I also use that line, but when referring to Chavmobiles with window-rattling stereo systems.
 
Maz said:
I heard that one on Morecombe and Wise!

That's where it came from. I was trying to remember...
Generally most daft phrases really annoy me...! My friends husband is terrible for it and after half an hour in his company I am riled!
 

Greedo

Guest
I've got 4 sisters so my folks house was always really busy when we were kids with friends.

Whenever someone brought someone into the house my father had never met before he would always say without fail. (just making the persons name up)

My Dad: So what's your name?
person: Tony
My Dad: Tony what?
person: Tony McGurk
My Dad: so where do you McGurk from???

At that point he would just laugh?
 

Sh4rkyBloke

Jaffa Cake monster
Location
Manchester, UK
ArDee said:
When I was in a pub or restaurant with my father and one of the staff drops something, he always used to say "Sack the Juggler"
I say that now. It's become almost second nature, but I've no idea where/who I got it from. :tongue:
 

Fnaar

Smutmaster General
Location
Thumberland
Hilldodger said:
On seeing an ambulance/fire engine/police car at spead with lights and sirens going....

"He won't sell many ice creams travelling at that speed":biggrin:
I do that too (Morecambe and Wise, as pointed out).
I also do the dentist 2.30 one.

Also, when I get home from work, I have the really annoying habit of singing the chorus from "Daddy's Home" by Cliff Richard :tongue:
 

pinkkaz

Veteran
Location
London
When I was at school I used to work in Waitrose on Saturdays. Without fail, if an item didn't scan, the customer would go, "oh, that must mean it's free!" They thought they were so witty....
 

Arch

Married to Night Train
Location
Salford, UK
pinkkaz said:
When I was at school I used to work in Waitrose on Saturdays. Without fail, if an item didn't scan, the customer would go, "oh, that must mean it's free!" They thought they were so witty....

oh yes. Very witty. Ours at Iceland used to say that too...

Along with "cheap at half the price" as a expression meaing "That's good value". Well, durrr, yes, it would be half the price.

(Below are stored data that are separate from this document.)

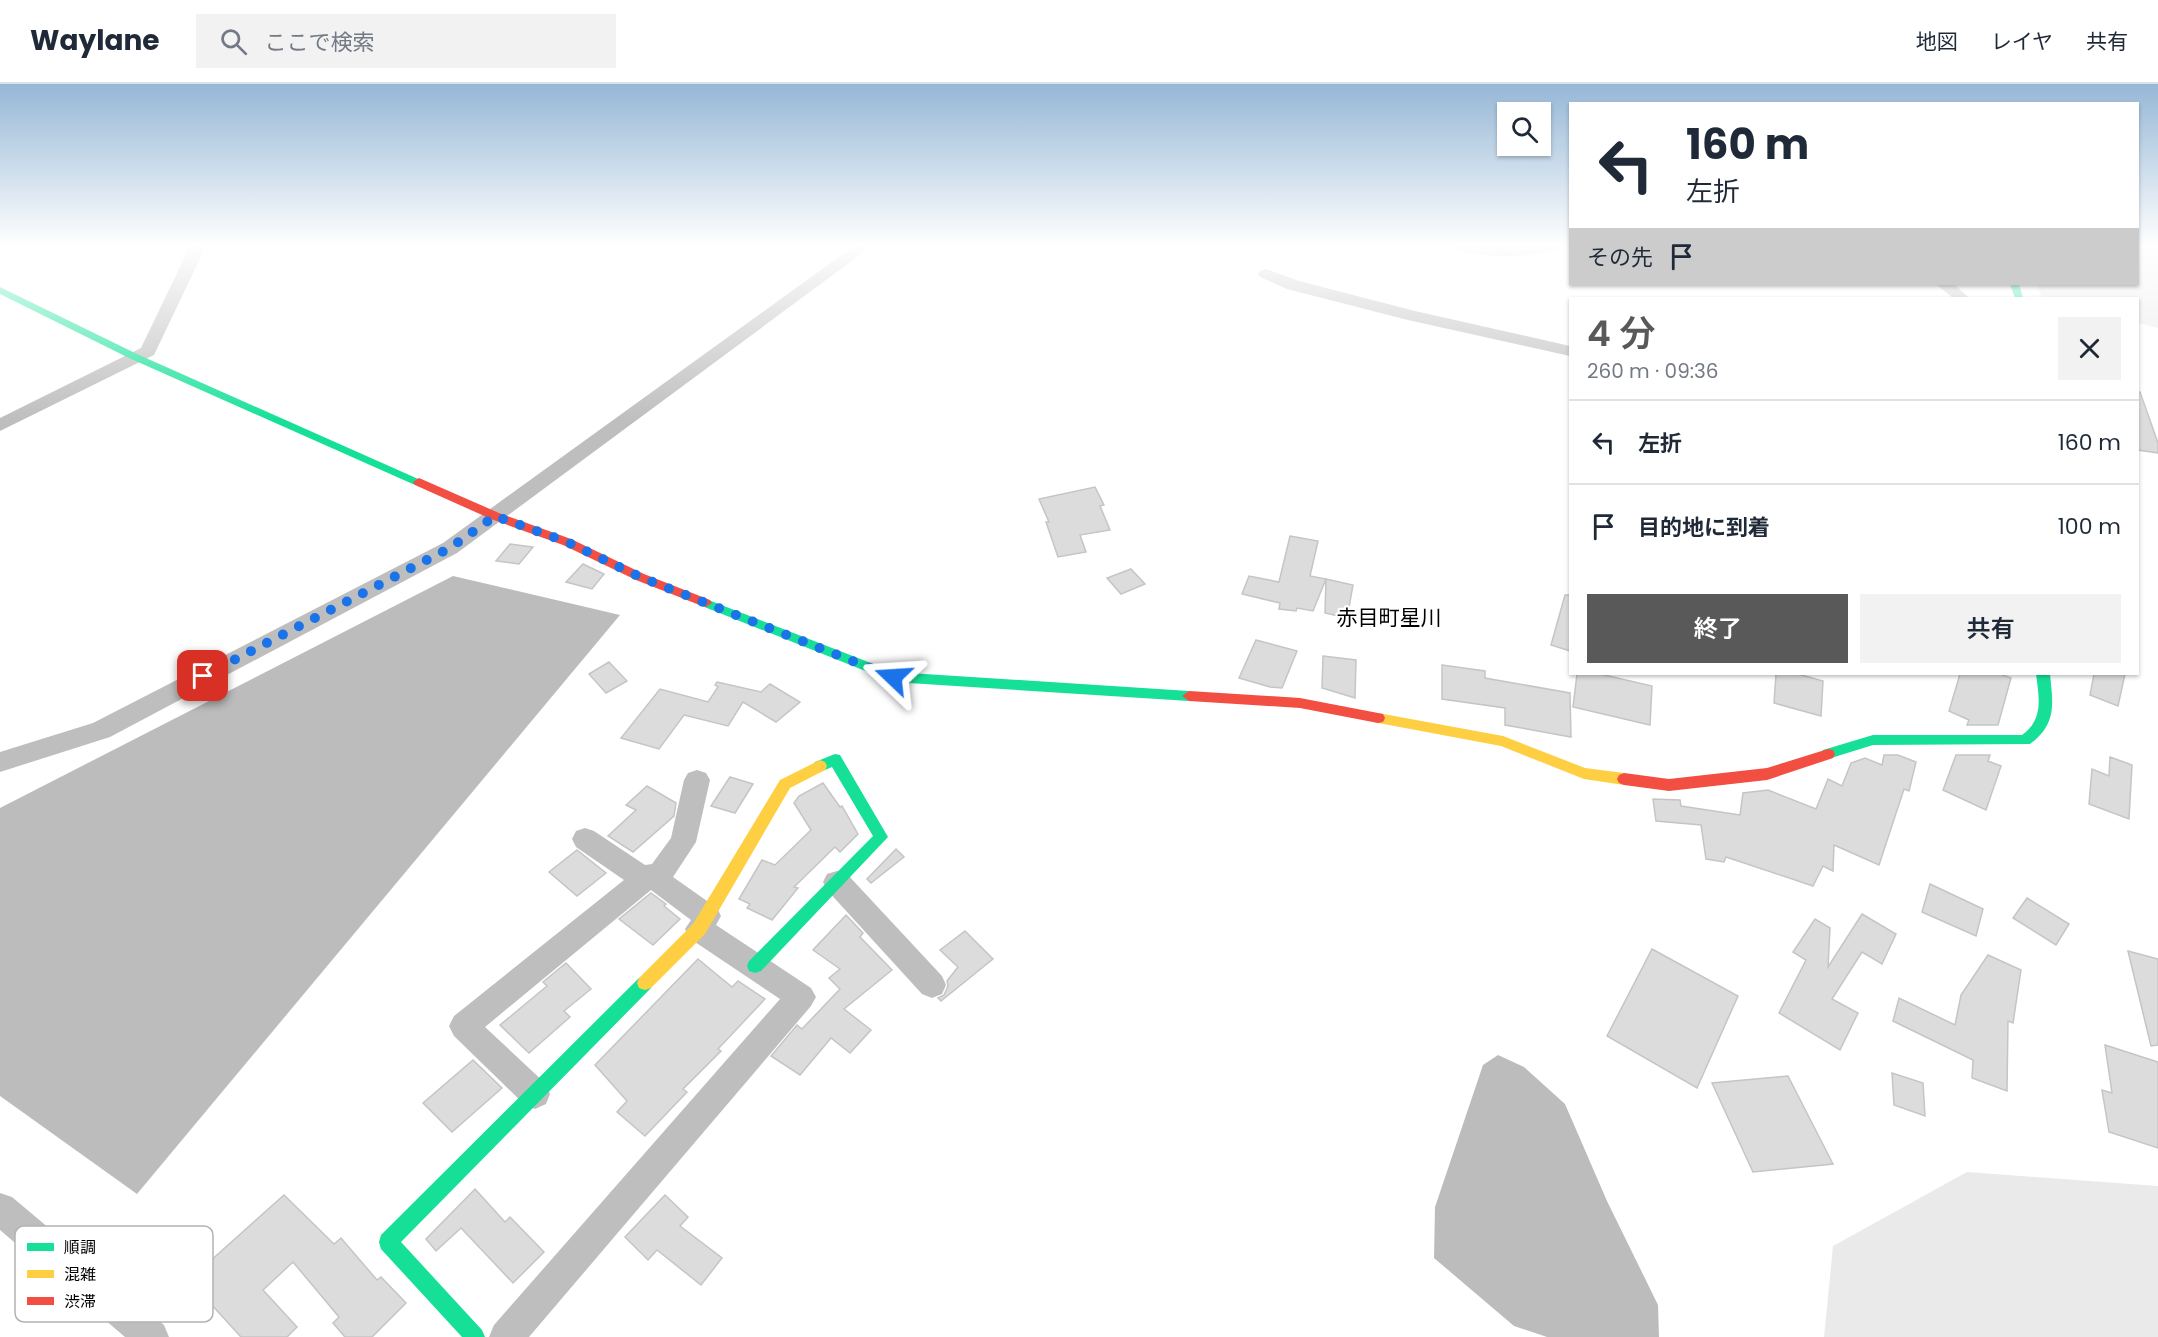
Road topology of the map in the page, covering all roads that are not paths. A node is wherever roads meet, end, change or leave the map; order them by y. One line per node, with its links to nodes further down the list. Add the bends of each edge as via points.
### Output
1 (29, 304): 6 (street)
2 (170, 304): 6 (street, via 148,351)
3 (784, 304): 8 (street)
4 (1371, 304): 5 (street)
5 (1569, 351)
6 (133, 356): 7 (street); 8 (street)
7 (0, 425)
8 (495, 516): 9 (street, via 893,677 1300,703 1503,741 1584,773 1669,785 1767,774 1873,740 2025,740 2044,724); 10 (street, via 450,548 101,730)
9 (2043, 675)
10 (0, 762)
11 (697, 780): 13 (street, via 683,842)
12 (585, 839): 13 (street)
13 (651, 880): 15 (street); 18 (street, via 464,1026)
14 (837, 882): 15 (street, via 881,837 835,759 785,784); 16 (street); 17 (street)
15 (703, 922): 16 (street); 18 (street)
16 (755, 966): 24 (street, via 801,997)
17 (932, 985)
18 (535, 1094): 23 (street, via 388,1242)
19 (0, 1209): 20 (street)
20 (20, 1226)
21 (134, 1322): 22 (street)
22 (152, 1337)
23 (476, 1337)
24 (506, 1337)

What you mean is <it would still be> "cheap at twice the price"...
 

Kovu

Über Member
Taken from a friend I knew years and years ago. Me and a close mate still use it. Whenever an ambulance/fire engine/police etc are past, we always say "Here comes the Der Ders."
 

Abitrary

New Member
If it's a nice day, I grab work colleagues by the tie, pull them up nose to nose, and threateningly whisper:

"I bet the weather presenter had his ready brek today".

I let them go when they eventually nod nervously.